* _Task item_
Copy out each line featuring the string "Χατζηπέτρου" from the entries beneath.

* _Dataset entries_

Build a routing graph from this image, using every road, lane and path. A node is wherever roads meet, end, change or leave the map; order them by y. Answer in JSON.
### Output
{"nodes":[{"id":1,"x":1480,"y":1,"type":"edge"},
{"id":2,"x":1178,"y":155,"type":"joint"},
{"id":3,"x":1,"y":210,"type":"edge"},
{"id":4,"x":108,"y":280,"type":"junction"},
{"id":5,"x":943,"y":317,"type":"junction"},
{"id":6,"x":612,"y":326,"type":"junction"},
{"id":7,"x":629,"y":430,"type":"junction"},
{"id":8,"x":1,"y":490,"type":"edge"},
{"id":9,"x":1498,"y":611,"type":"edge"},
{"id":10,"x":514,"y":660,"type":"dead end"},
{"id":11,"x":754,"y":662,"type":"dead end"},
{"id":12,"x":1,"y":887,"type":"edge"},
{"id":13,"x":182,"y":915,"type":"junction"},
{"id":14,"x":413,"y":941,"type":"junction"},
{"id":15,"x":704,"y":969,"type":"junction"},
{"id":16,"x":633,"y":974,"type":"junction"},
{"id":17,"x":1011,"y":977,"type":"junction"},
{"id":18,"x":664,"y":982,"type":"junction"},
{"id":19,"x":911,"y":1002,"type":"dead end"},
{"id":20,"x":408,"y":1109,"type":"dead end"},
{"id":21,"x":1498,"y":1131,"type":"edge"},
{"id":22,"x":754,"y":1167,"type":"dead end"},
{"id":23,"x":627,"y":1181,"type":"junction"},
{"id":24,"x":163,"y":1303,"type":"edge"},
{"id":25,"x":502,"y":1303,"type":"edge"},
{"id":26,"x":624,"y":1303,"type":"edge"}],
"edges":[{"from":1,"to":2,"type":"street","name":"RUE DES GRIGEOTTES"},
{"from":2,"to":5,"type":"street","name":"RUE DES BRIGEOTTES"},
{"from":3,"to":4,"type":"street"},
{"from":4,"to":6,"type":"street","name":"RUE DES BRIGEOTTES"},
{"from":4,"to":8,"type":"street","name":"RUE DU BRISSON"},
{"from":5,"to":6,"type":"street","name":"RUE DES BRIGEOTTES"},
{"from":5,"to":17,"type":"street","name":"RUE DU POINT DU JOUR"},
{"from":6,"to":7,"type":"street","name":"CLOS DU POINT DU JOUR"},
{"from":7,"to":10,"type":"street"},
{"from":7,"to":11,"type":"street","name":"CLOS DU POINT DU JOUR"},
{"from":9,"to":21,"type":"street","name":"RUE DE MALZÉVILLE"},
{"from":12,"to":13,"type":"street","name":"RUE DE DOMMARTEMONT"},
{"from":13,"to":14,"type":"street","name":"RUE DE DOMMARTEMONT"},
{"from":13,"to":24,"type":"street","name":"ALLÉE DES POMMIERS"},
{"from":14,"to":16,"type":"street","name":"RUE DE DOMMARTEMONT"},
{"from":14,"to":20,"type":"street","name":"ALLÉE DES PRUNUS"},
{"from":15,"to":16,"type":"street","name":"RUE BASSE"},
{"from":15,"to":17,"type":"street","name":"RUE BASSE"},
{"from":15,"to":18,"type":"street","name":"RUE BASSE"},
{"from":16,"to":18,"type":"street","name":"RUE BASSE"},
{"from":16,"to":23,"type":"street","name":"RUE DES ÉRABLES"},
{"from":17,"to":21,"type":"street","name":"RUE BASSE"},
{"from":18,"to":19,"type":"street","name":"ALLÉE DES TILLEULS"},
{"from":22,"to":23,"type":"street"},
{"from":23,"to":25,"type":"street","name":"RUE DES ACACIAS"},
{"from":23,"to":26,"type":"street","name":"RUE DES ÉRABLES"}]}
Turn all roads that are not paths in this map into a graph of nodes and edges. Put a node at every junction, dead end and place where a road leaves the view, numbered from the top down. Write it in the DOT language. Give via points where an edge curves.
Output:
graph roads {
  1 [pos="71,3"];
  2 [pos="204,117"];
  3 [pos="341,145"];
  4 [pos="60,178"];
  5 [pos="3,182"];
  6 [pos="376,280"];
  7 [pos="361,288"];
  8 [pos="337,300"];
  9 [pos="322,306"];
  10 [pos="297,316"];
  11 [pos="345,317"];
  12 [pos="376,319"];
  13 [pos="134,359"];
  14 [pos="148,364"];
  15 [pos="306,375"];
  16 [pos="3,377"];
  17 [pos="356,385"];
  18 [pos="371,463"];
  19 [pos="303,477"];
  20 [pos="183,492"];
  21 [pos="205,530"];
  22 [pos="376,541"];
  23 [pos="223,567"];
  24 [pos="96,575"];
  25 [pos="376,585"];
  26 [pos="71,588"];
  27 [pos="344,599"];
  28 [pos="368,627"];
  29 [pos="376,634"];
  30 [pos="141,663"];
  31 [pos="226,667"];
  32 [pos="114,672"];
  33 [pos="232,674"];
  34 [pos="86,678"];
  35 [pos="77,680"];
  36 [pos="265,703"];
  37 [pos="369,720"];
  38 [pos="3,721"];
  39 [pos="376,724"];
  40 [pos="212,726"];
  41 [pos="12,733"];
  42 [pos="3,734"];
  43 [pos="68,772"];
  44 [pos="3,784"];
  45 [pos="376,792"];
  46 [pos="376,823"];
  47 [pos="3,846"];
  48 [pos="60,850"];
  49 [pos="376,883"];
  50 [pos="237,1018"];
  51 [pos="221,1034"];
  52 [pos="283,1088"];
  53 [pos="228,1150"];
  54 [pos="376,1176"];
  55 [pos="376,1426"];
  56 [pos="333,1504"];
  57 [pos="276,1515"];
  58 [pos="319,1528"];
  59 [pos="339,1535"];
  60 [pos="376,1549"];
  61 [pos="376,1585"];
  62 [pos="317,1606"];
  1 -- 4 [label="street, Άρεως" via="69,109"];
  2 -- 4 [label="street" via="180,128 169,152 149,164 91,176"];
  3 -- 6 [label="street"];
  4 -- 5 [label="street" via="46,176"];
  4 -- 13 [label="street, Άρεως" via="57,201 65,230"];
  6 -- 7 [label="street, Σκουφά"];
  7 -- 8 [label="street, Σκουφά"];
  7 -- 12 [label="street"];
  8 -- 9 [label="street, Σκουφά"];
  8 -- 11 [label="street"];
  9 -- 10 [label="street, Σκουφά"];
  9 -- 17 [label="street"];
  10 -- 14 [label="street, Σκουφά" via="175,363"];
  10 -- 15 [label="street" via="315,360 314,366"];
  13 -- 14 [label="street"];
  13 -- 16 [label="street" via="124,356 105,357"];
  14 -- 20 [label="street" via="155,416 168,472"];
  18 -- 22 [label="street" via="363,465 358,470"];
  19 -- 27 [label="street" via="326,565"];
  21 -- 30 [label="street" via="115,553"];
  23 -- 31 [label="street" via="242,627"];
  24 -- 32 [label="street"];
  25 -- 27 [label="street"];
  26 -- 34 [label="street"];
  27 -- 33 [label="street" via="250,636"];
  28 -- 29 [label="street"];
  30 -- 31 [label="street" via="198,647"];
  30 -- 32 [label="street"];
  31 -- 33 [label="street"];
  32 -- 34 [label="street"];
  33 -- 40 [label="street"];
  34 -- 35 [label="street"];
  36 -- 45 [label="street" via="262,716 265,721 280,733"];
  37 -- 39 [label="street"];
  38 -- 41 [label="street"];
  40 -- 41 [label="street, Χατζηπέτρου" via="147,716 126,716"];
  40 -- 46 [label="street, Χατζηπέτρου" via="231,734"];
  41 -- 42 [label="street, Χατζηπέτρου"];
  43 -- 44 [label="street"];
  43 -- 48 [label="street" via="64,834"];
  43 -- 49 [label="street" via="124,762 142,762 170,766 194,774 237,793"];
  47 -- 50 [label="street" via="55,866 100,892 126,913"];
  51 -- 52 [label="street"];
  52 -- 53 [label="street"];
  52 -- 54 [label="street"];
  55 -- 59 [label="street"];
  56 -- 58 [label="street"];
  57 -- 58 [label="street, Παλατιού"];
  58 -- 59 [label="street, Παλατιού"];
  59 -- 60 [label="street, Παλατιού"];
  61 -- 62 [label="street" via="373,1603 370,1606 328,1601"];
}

* _Completed exercise_
  40 -- 41 [label="street, Χατζηπέτρου" via="147,716 126,716"];
  40 -- 46 [label="street, Χατζηπέτρου" via="231,734"];
  41 -- 42 [label="street, Χατζηπέτρου"];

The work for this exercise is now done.